• Problem details: Run through the records and, wherever a line holds the word "Jenderal", return that line.

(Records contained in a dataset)
• • • • •

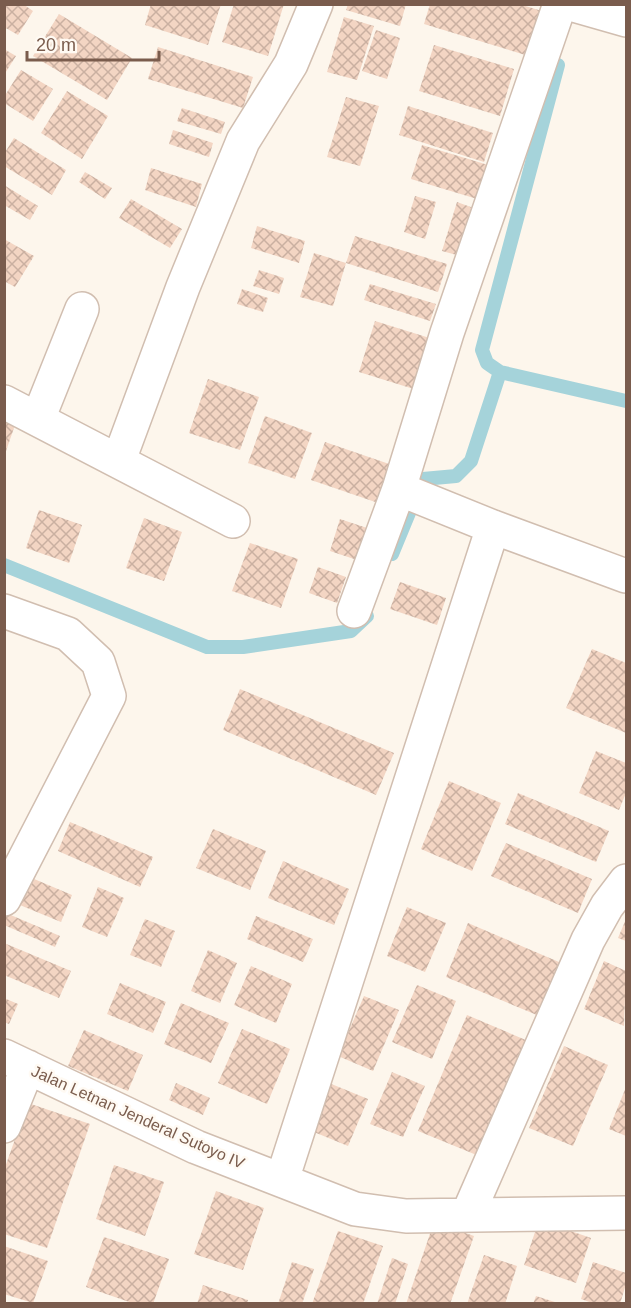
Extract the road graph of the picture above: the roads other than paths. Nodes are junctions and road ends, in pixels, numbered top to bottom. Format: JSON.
{"nodes":[{"id":1,"x":316,"y":4,"type":"edge"},
{"id":2,"x":560,"y":4,"type":"edge"},
{"id":3,"x":570,"y":4,"type":"edge"},
{"id":4,"x":627,"y":20,"type":"edge"},
{"id":5,"x":82,"y":309,"type":"dead end"},
{"id":6,"x":4,"y":402,"type":"edge"},
{"id":7,"x":38,"y":419,"type":"junction"},
{"id":8,"x":119,"y":460,"type":"junction"},
{"id":9,"x":409,"y":493,"type":"junction"},
{"id":10,"x":233,"y":521,"type":"dead end"},
{"id":11,"x":493,"y":527,"type":"junction"},
{"id":12,"x":627,"y":576,"type":"edge"},
{"id":13,"x":4,"y":610,"type":"edge"},
{"id":14,"x":354,"y":612,"type":"dead end"},
{"id":15,"x":627,"y":882,"type":"edge"},
{"id":16,"x":4,"y":898,"type":"edge"},
{"id":17,"x":16,"y":1061,"type":"edge"},
{"id":18,"x":4,"y":1126,"type":"edge"},
{"id":19,"x":282,"y":1180,"type":"junction"},
{"id":20,"x":627,"y":1213,"type":"edge"},
{"id":21,"x":468,"y":1214,"type":"junction"}],
"edges":[{"from":1,"to":8,"type":"street"},
{"from":2,"to":9,"type":"street"},
{"from":3,"to":4,"type":"street"},
{"from":5,"to":7,"type":"street"},
{"from":6,"to":7,"type":"street"},
{"from":7,"to":8,"type":"street"},
{"from":8,"to":10,"type":"street"},
{"from":9,"to":11,"type":"street"},
{"from":9,"to":14,"type":"street"},
{"from":11,"to":12,"type":"street"},
{"from":11,"to":19,"type":"street"},
{"from":13,"to":16,"type":"street"},
{"from":15,"to":21,"type":"street"},
{"from":17,"to":18,"type":"street"},
{"from":17,"to":19,"type":"street","name":"Jalan Letnan Jenderal Sutoyo IV"},
{"from":19,"to":21,"type":"street","name":"Jalan Letnan Jenderal Sutoyo IV"},
{"from":20,"to":21,"type":"street","name":"Jalan Letnan Jenderal Sutoyo IV"}]}
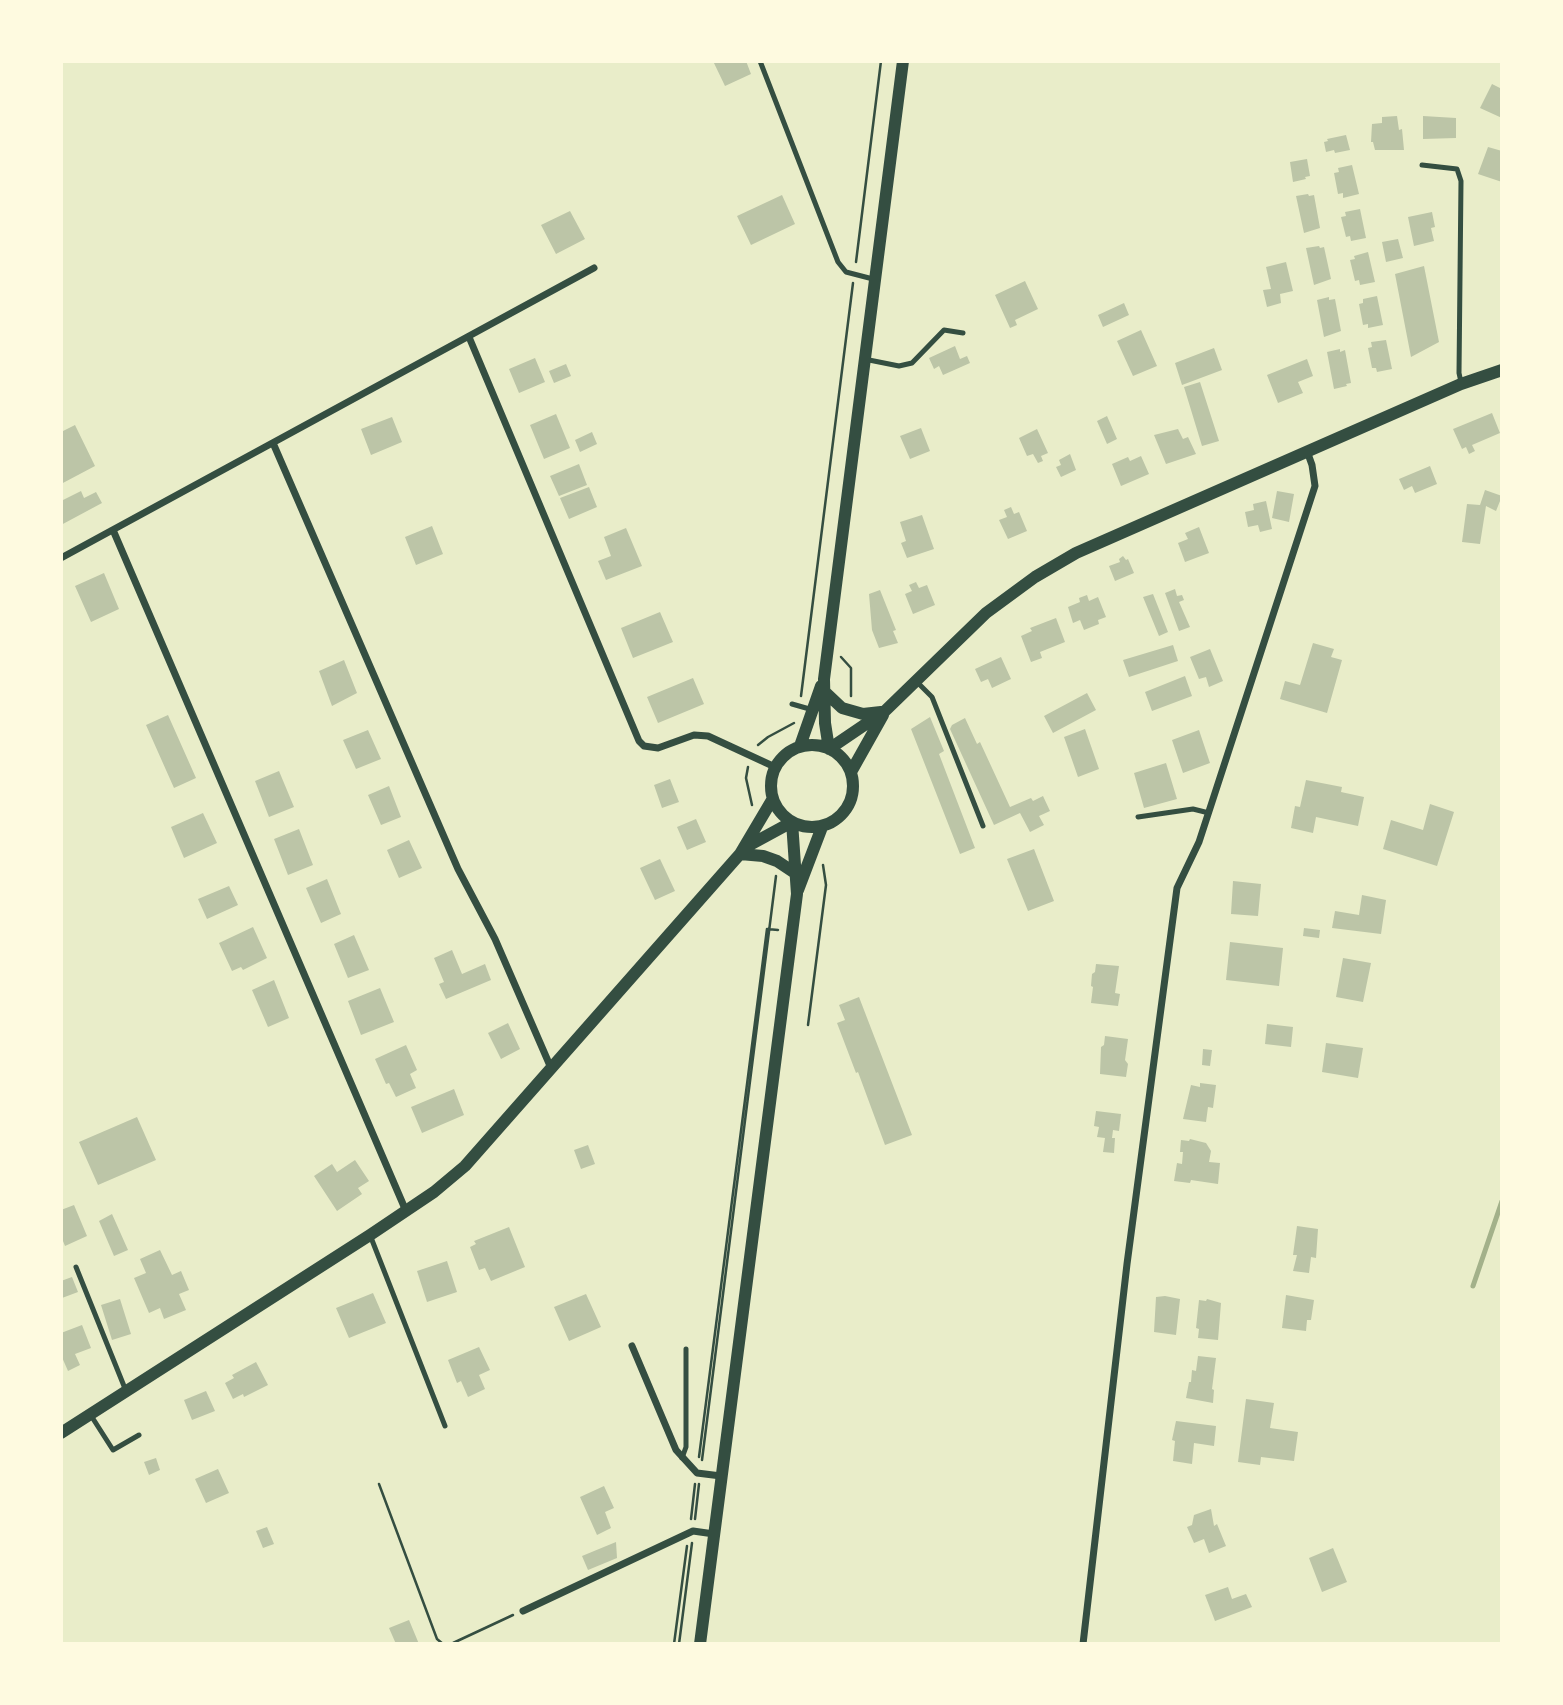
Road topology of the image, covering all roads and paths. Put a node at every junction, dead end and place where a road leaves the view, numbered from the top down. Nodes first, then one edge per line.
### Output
1 (760, 61) edge
2 (881, 61) edge
3 (903, 61) edge
4 (1422, 165) dead end
5 (594, 268) dead end
6 (854, 275) junction
7 (875, 279) junction
8 (963, 334) dead end
9 (469, 337) junction
10 (864, 359) junction
11 (1502, 370) edge
12 (1461, 384) junction
13 (274, 443) junction
14 (1307, 451) junction
15 (113, 530) junction
16 (61, 558) edge
17 (837, 653) dead end
18 (915, 681) junction
19 (824, 685) junction
20 (852, 702) dead end
21 (796, 705) junction
22 (813, 710) junction
23 (885, 711) junction
24 (800, 746) junction
25 (829, 748) junction
26 (755, 749) dead end
27 (748, 765) dead end
28 (775, 767) junction
29 (851, 772) junction
30 (772, 800) junction
31 (752, 806) dead end
32 (1209, 813) junction
33 (1138, 817) dead end
34 (792, 822) junction
35 (983, 826) dead end
36 (822, 827) junction
37 (743, 851) junction
38 (818, 859) dead end
39 (777, 871) dead end
40 (795, 873) junction
41 (797, 894) junction
42 (771, 929) junction
43 (782, 931) dead end
44 (808, 1025) dead end
45 (551, 1069) junction
46 (405, 1211) junction
47 (370, 1235) junction
48 (76, 1267) dead end
49 (632, 1346) dead end
50 (686, 1349) dead end
51 (127, 1391) junction
52 (90, 1414) junction
53 (445, 1426) dead end
54 (61, 1433) edge
55 (139, 1435) dead end
56 (682, 1458) junction
57 (698, 1473) junction
58 (722, 1476) junction
59 (379, 1484) dead end
60 (691, 1532) junction
61 (714, 1534) junction
62 (523, 1611) joint
63 (444, 1644) edge
64 (677, 1644) edge
65 (700, 1644) edge
66 (1083, 1644) edge

1 - 6 lane
2 - 6 path
3 - 7 street
4 - 12 lane
5 - 9 street
6 - 7 lane
6 - 21 path
7 - 10 street
8 - 10 lane
9 - 13 street
9 - 28 street
10 - 19 street
11 - 12 street
12 - 14 street
13 - 15 street
13 - 45 street
14 - 18 street
14 - 32 street
15 - 16 street
15 - 46 street
17 - 20 path
18 - 23 street
18 - 35 lane
19 - 22 street
19 - 23 street
19 - 25 street
21 - 22 lane
21 - 26 path
22 - 24 street
23 - 25 street
23 - 29 street
24 - 25 street
24 - 28 street
25 - 29 street
27 - 31 path
28 - 30 street
29 - 36 street
30 - 34 street
30 - 37 street
32 - 33 lane
32 - 66 street
34 - 36 street
34 - 37 street
34 - 40 street
36 - 41 street
37 - 40 street
37 - 45 street
38 - 44 path
39 - 42 path
40 - 41 street
41 - 58 street
42 - 43 path
42 - 57 path
45 - 46 street
46 - 47 street
47 - 51 street
47 - 53 lane
48 - 51 lane
49 - 56 street
50 - 56 lane
51 - 52 street
52 - 54 street
52 - 55 lane
56 - 57 street
57 - 58 street
57 - 60 path
58 - 61 street
59 - 63 path
60 - 61 street
60 - 62 street
60 - 64 path
61 - 65 street
62 - 63 path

• • • • •

• Output below:
{"from":17,"to":19,"type":"street","name":"Jalan Letnan Jenderal Sutoyo IV"},
{"from":19,"to":21,"type":"street","name":"Jalan Letnan Jenderal Sutoyo IV"},
{"from":20,"to":21,"type":"street","name":"Jalan Letnan Jenderal Sutoyo IV"}]}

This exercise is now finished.